# Work instructions
Restate the listing below word for word, and leave its pictures behind.

# Records to use

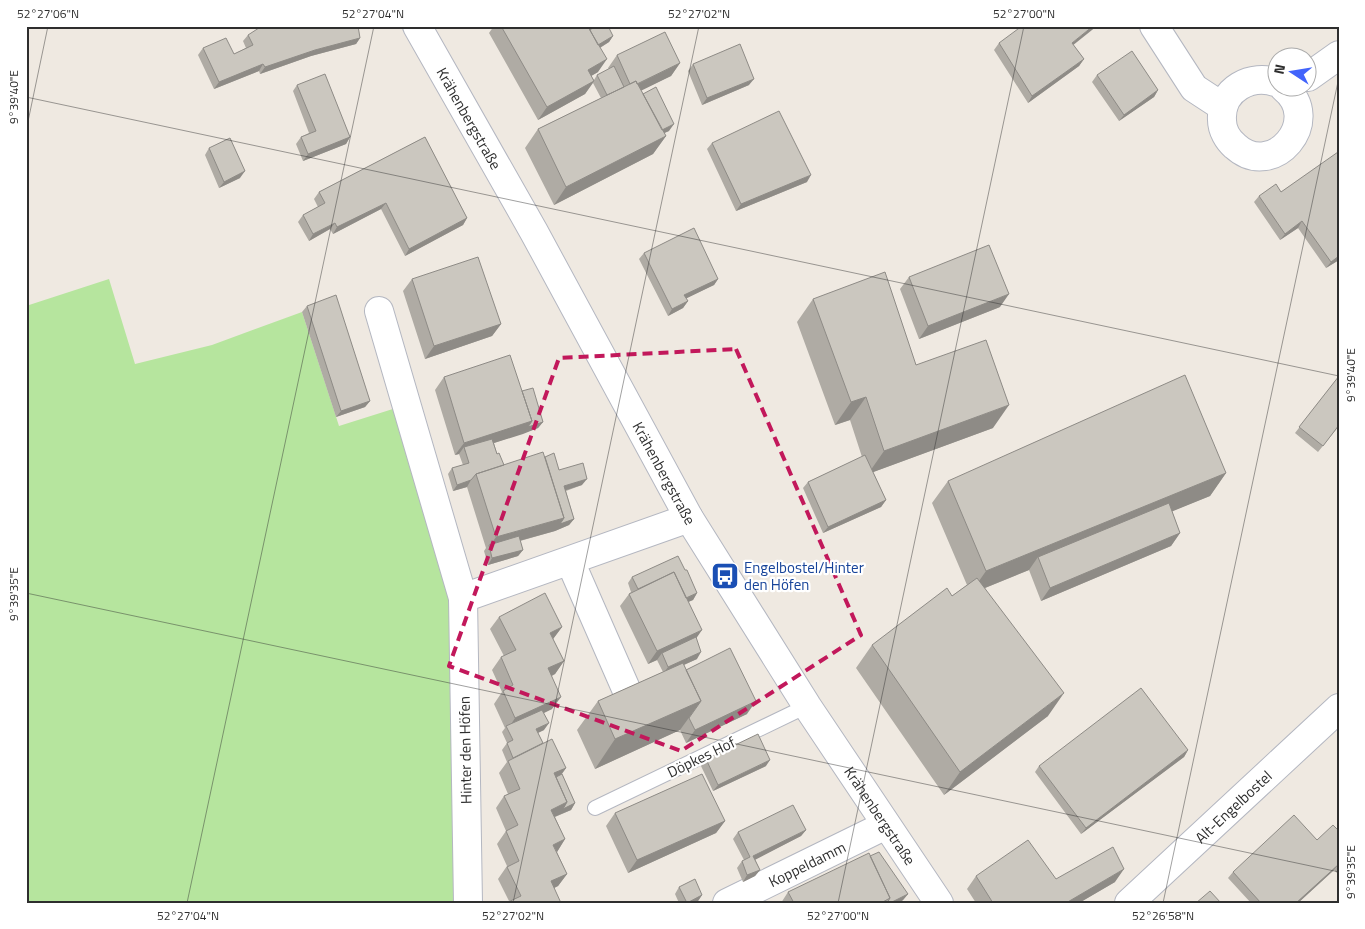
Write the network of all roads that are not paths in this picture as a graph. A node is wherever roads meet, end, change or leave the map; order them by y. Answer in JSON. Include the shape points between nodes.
{"nodes":[{"id":1,"x":417,"y":26,"type":"edge"},
{"id":2,"x":1154,"y":26,"type":"edge"},
{"id":3,"x":1339,"y":55,"type":"edge"},
{"id":4,"x":1318,"y":68,"type":"edge"},
{"id":5,"x":1268,"y":80,"type":"edge"},
{"id":6,"x":1294,"y":98,"type":"edge"},
{"id":7,"x":1223,"y":107,"type":"junction"},
{"id":8,"x":379,"y":311,"type":"dead end"},
{"id":9,"x":689,"y":518,"type":"junction"},
{"id":10,"x":570,"y":561,"type":"junction"},
{"id":11,"x":463,"y":598,"type":"junction"},
{"id":12,"x":630,"y":698,"type":"edge"},
{"id":13,"x":807,"y":706,"type":"junction"},
{"id":14,"x":1339,"y":708,"type":"edge"},
{"id":15,"x":595,"y":808,"type":"dead end"},
{"id":16,"x":886,"y":825,"type":"junction"},
{"id":17,"x":468,"y":903,"type":"edge"},
{"id":18,"x":727,"y":903,"type":"edge"},
{"id":19,"x":939,"y":903,"type":"edge"},
{"id":20,"x":1128,"y":903,"type":"edge"}],
"edges":[{"from":1,"to":9,"type":"street","name":"Krähenbergstraße","via":[[534,232]]},
{"from":2,"to":7,"type":"street","via":[[1194,88]]},
{"from":3,"to":4,"type":"street"},
{"from":5,"to":7,"type":"street","via":[[1245,82],[1228,96]]},
{"from":6,"to":7,"type":"street","via":[[1298,126],[1293,137],[1286,146],[1264,156],[1245,153],[1230,142],[1224,131]]},
{"from":8,"to":11,"type":"street","name":"Hinter den Höfen"},
{"from":9,"to":10,"type":"street"},
{"from":9,"to":13,"type":"street","name":"Krähenbergstraße"},
{"from":10,"to":11,"type":"street"},
{"from":10,"to":12,"type":"street"},
{"from":11,"to":17,"type":"street","name":"Hinter den Höfen"},
{"from":13,"to":15,"type":"lane","name":"Döpkes Hof"},
{"from":13,"to":16,"type":"street","name":"Krähenbergstraße"},
{"from":14,"to":20,"type":"street","name":"Alt-Engelbostel"},
{"from":16,"to":18,"type":"street","name":"Koppeldamm"},
{"from":16,"to":19,"type":"street","name":"Krähenbergstraße"}]}
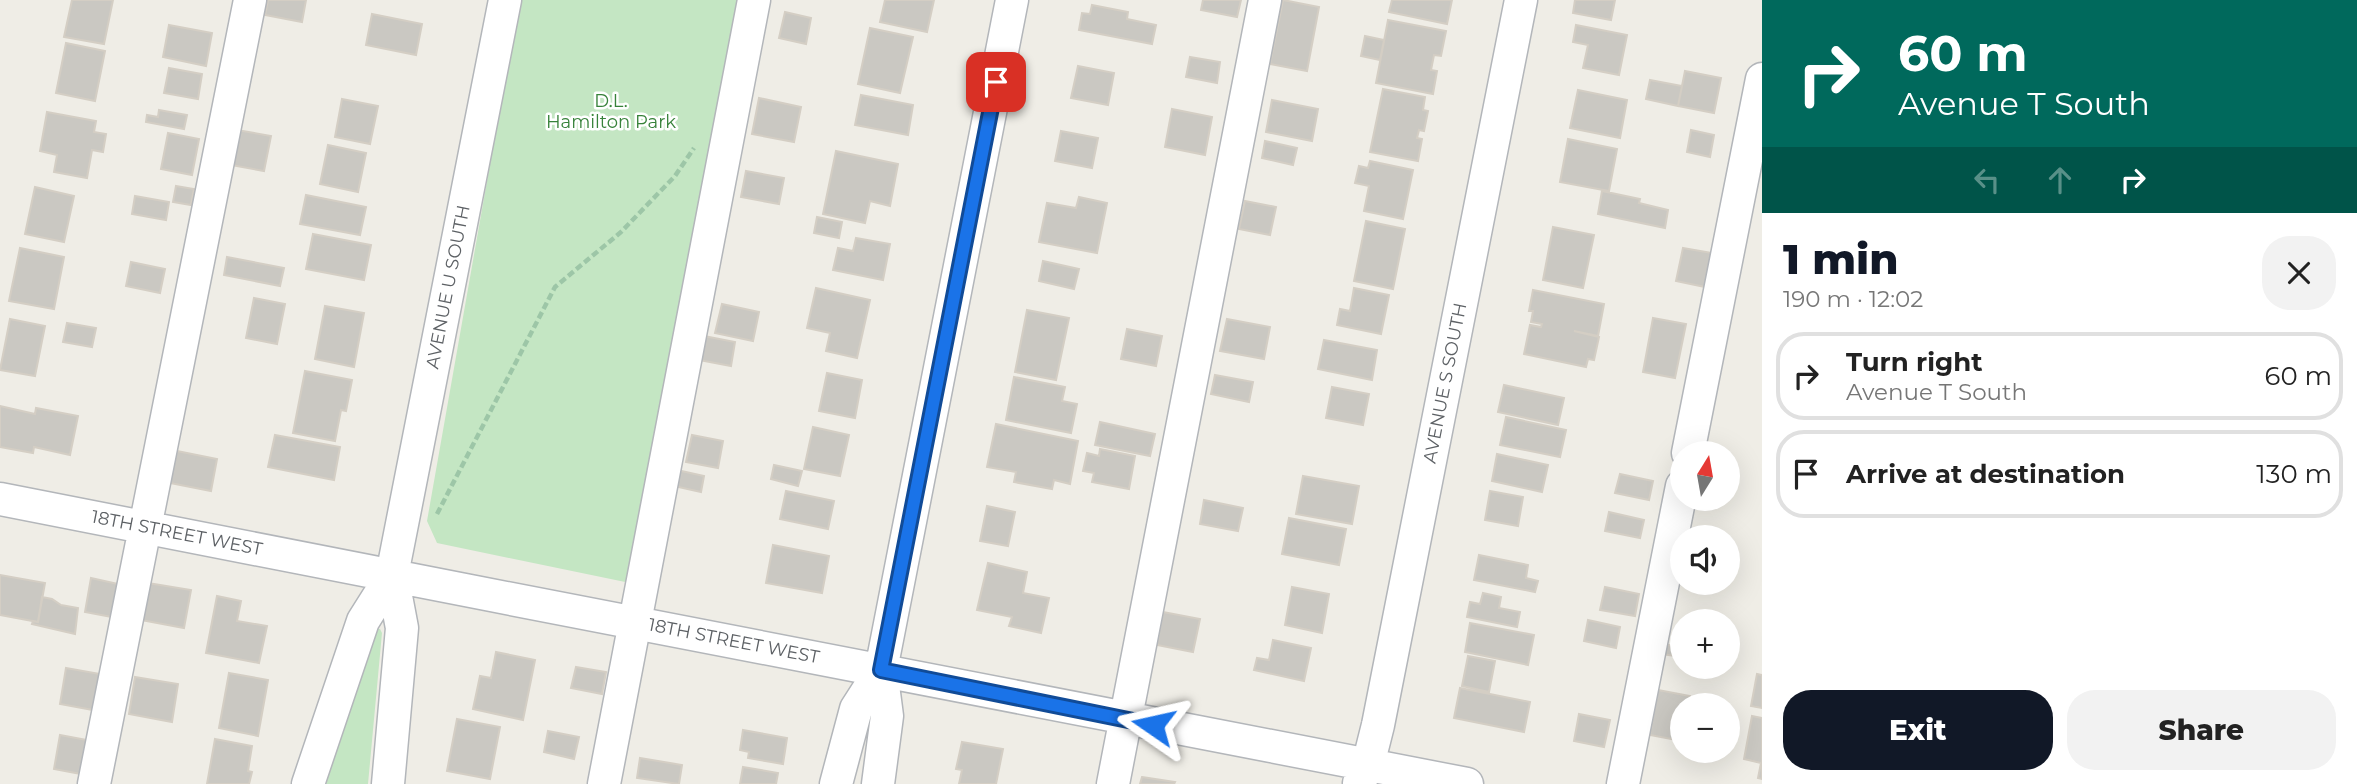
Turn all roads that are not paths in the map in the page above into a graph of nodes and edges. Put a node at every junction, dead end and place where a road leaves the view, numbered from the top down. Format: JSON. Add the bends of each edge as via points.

# Answer section
Write the network of all roads that are not paths in this picture as a graph. A node is wherever roads meet, end, change or leave the map; order them by y. Answer in JSON. Include the shape points between nodes.
{"nodes":[{"id":1,"x":417,"y":26,"type":"edge"},
{"id":2,"x":1154,"y":26,"type":"edge"},
{"id":3,"x":1339,"y":55,"type":"edge"},
{"id":4,"x":1318,"y":68,"type":"edge"},
{"id":5,"x":1268,"y":80,"type":"edge"},
{"id":6,"x":1294,"y":98,"type":"edge"},
{"id":7,"x":1223,"y":107,"type":"junction"},
{"id":8,"x":379,"y":311,"type":"dead end"},
{"id":9,"x":689,"y":518,"type":"junction"},
{"id":10,"x":570,"y":561,"type":"junction"},
{"id":11,"x":463,"y":598,"type":"junction"},
{"id":12,"x":630,"y":698,"type":"edge"},
{"id":13,"x":807,"y":706,"type":"junction"},
{"id":14,"x":1339,"y":708,"type":"edge"},
{"id":15,"x":595,"y":808,"type":"dead end"},
{"id":16,"x":886,"y":825,"type":"junction"},
{"id":17,"x":468,"y":903,"type":"edge"},
{"id":18,"x":727,"y":903,"type":"edge"},
{"id":19,"x":939,"y":903,"type":"edge"},
{"id":20,"x":1128,"y":903,"type":"edge"}],
"edges":[{"from":1,"to":9,"type":"street","name":"Krähenbergstraße","via":[[534,232]]},
{"from":2,"to":7,"type":"street","via":[[1194,88]]},
{"from":3,"to":4,"type":"street"},
{"from":5,"to":7,"type":"street","via":[[1245,82],[1228,96]]},
{"from":6,"to":7,"type":"street","via":[[1298,126],[1293,137],[1286,146],[1264,156],[1245,153],[1230,142],[1224,131]]},
{"from":8,"to":11,"type":"street","name":"Hinter den Höfen"},
{"from":9,"to":10,"type":"street"},
{"from":9,"to":13,"type":"street","name":"Krähenbergstraße"},
{"from":10,"to":11,"type":"street"},
{"from":10,"to":12,"type":"street"},
{"from":11,"to":17,"type":"street","name":"Hinter den Höfen"},
{"from":13,"to":15,"type":"lane","name":"Döpkes Hof"},
{"from":13,"to":16,"type":"street","name":"Krähenbergstraße"},
{"from":14,"to":20,"type":"street","name":"Alt-Engelbostel"},
{"from":16,"to":18,"type":"street","name":"Koppeldamm"},
{"from":16,"to":19,"type":"street","name":"Krähenbergstraße"}]}
Turn all roads that are not paths in the map in the page above into a graph of nodes and edges. Put a node at every junction, dead end and place where a road leaves the view, numbered from the top down. Format: JSON. Add the bends of each edge as via points.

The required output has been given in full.